◆ **Instructions to follow**: Omit each picture as you copy the entries exactly.

◆ **Information shown**:
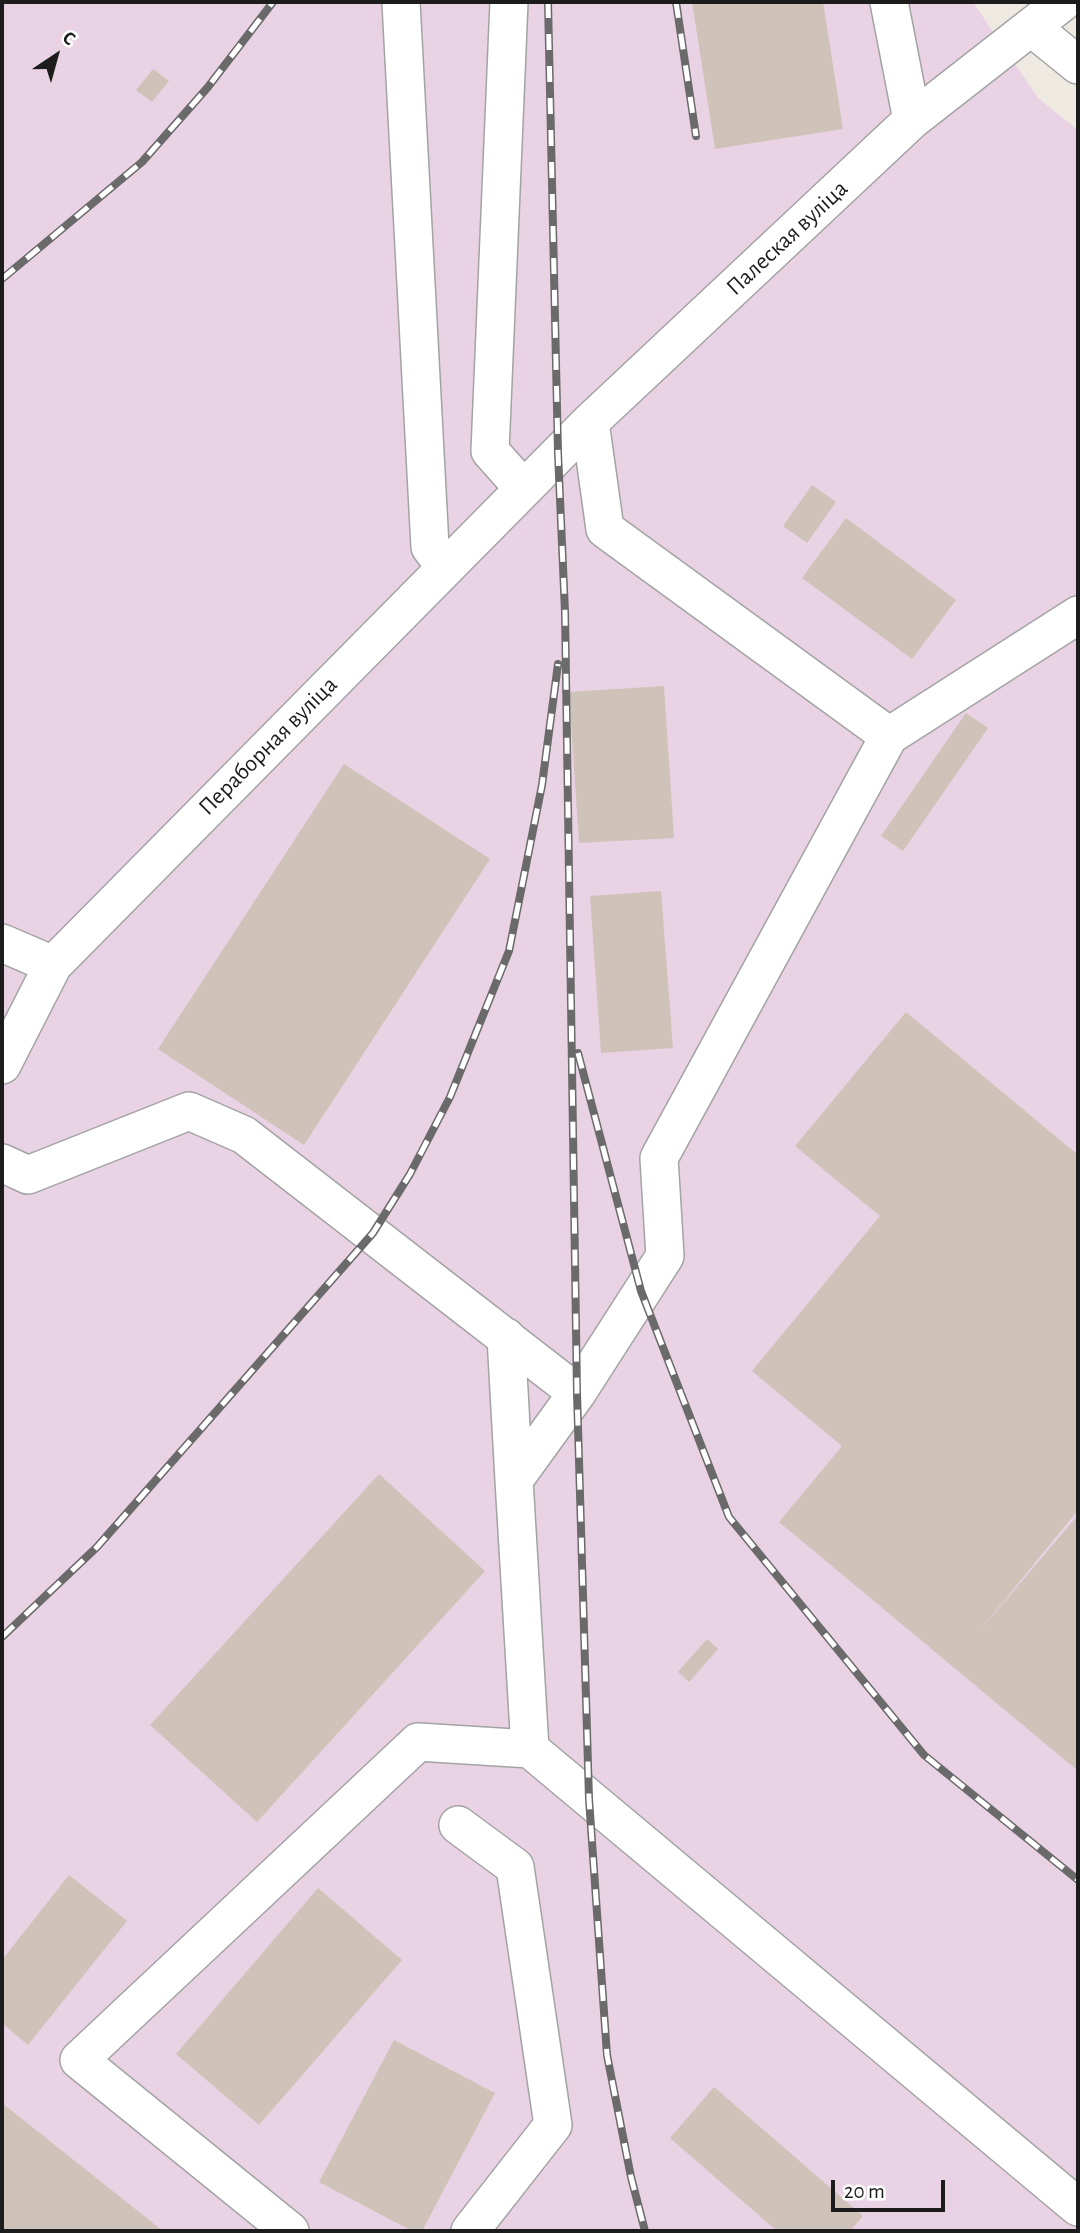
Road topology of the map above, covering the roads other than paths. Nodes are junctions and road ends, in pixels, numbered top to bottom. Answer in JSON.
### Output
{"nodes":[{"id":1,"x":401,"y":2,"type":"edge"},
{"id":2,"x":509,"y":2,"type":"edge"},
{"id":3,"x":889,"y":2,"type":"edge"},
{"id":4,"x":1063,"y":2,"type":"edge"},
{"id":5,"x":1031,"y":27,"type":"junction"},
{"id":6,"x":1078,"y":65,"type":"edge"},
{"id":7,"x":912,"y":120,"type":"junction"},
{"id":8,"x":590,"y":422,"type":"junction"},
{"id":9,"x":523,"y":488,"type":"junction"},
{"id":10,"x":445,"y":568,"type":"junction"},
{"id":11,"x":1078,"y":615,"type":"edge"},
{"id":12,"x":889,"y":736,"type":"junction"},
{"id":13,"x":2,"y":943,"type":"edge"},
{"id":14,"x":53,"y":965,"type":"junction"},
{"id":15,"x":2,"y":1065,"type":"edge"},
{"id":16,"x":2,"y":1163,"type":"edge"},
{"id":17,"x":506,"y":1337,"type":"junction"},
{"id":18,"x":577,"y":1393,"type":"junction"},
{"id":19,"x":514,"y":1480,"type":"junction"},
{"id":20,"x":530,"y":1749,"type":"junction"},
{"id":21,"x":458,"y":1825,"type":"dead end"},
{"id":22,"x":1078,"y":2207,"type":"edge"},
{"id":23,"x":290,"y":2231,"type":"edge"},
{"id":24,"x":470,"y":2231,"type":"edge"}],
"edges":[{"from":1,"to":10,"type":"street"},
{"from":2,"to":9,"type":"street"},
{"from":3,"to":7,"type":"street"},
{"from":4,"to":5,"type":"street","name":"Палеская вуліца"},
{"from":5,"to":6,"type":"street"},
{"from":5,"to":7,"type":"street","name":"Палеская вуліца"},
{"from":7,"to":8,"type":"street","name":"Палеская вуліца"},
{"from":8,"to":9,"type":"street","name":"Палеская вуліца"},
{"from":8,"to":12,"type":"street"},
{"from":9,"to":10,"type":"street","name":"Пераборная вуліца"},
{"from":10,"to":14,"type":"street","name":"Пераборная вуліца"},
{"from":11,"to":12,"type":"street"},
{"from":12,"to":18,"type":"street"},
{"from":13,"to":14,"type":"street"},
{"from":14,"to":15,"type":"street","name":"Пераборная вуліца"},
{"from":16,"to":17,"type":"street"},
{"from":17,"to":18,"type":"street"},
{"from":17,"to":19,"type":"street"},
{"from":18,"to":19,"type":"street"},
{"from":19,"to":20,"type":"street"},
{"from":20,"to":22,"type":"street"},
{"from":20,"to":23,"type":"street"},
{"from":21,"to":24,"type":"street"}]}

◆ **Problem solution**:
Road topology of the map above, covering the roads other than paths. Nodes are junctions and road ends, in pixels, numbered top to bottom. Answer in JSON.
### Output
{"nodes":[{"id":1,"x":401,"y":2,"type":"edge"},
{"id":2,"x":509,"y":2,"type":"edge"},
{"id":3,"x":889,"y":2,"type":"edge"},
{"id":4,"x":1063,"y":2,"type":"edge"},
{"id":5,"x":1031,"y":27,"type":"junction"},
{"id":6,"x":1078,"y":65,"type":"edge"},
{"id":7,"x":912,"y":120,"type":"junction"},
{"id":8,"x":590,"y":422,"type":"junction"},
{"id":9,"x":523,"y":488,"type":"junction"},
{"id":10,"x":445,"y":568,"type":"junction"},
{"id":11,"x":1078,"y":615,"type":"edge"},
{"id":12,"x":889,"y":736,"type":"junction"},
{"id":13,"x":2,"y":943,"type":"edge"},
{"id":14,"x":53,"y":965,"type":"junction"},
{"id":15,"x":2,"y":1065,"type":"edge"},
{"id":16,"x":2,"y":1163,"type":"edge"},
{"id":17,"x":506,"y":1337,"type":"junction"},
{"id":18,"x":577,"y":1393,"type":"junction"},
{"id":19,"x":514,"y":1480,"type":"junction"},
{"id":20,"x":530,"y":1749,"type":"junction"},
{"id":21,"x":458,"y":1825,"type":"dead end"},
{"id":22,"x":1078,"y":2207,"type":"edge"},
{"id":23,"x":290,"y":2231,"type":"edge"},
{"id":24,"x":470,"y":2231,"type":"edge"}],
"edges":[{"from":1,"to":10,"type":"street"},
{"from":2,"to":9,"type":"street"},
{"from":3,"to":7,"type":"street"},
{"from":4,"to":5,"type":"street","name":"Палеская вуліца"},
{"from":5,"to":6,"type":"street"},
{"from":5,"to":7,"type":"street","name":"Палеская вуліца"},
{"from":7,"to":8,"type":"street","name":"Палеская вуліца"},
{"from":8,"to":9,"type":"street","name":"Палеская вуліца"},
{"from":8,"to":12,"type":"street"},
{"from":9,"to":10,"type":"street","name":"Пераборная вуліца"},
{"from":10,"to":14,"type":"street","name":"Пераборная вуліца"},
{"from":11,"to":12,"type":"street"},
{"from":12,"to":18,"type":"street"},
{"from":13,"to":14,"type":"street"},
{"from":14,"to":15,"type":"street","name":"Пераборная вуліца"},
{"from":16,"to":17,"type":"street"},
{"from":17,"to":18,"type":"street"},
{"from":17,"to":19,"type":"street"},
{"from":18,"to":19,"type":"street"},
{"from":19,"to":20,"type":"street"},
{"from":20,"to":22,"type":"street"},
{"from":20,"to":23,"type":"street"},
{"from":21,"to":24,"type":"street"}]}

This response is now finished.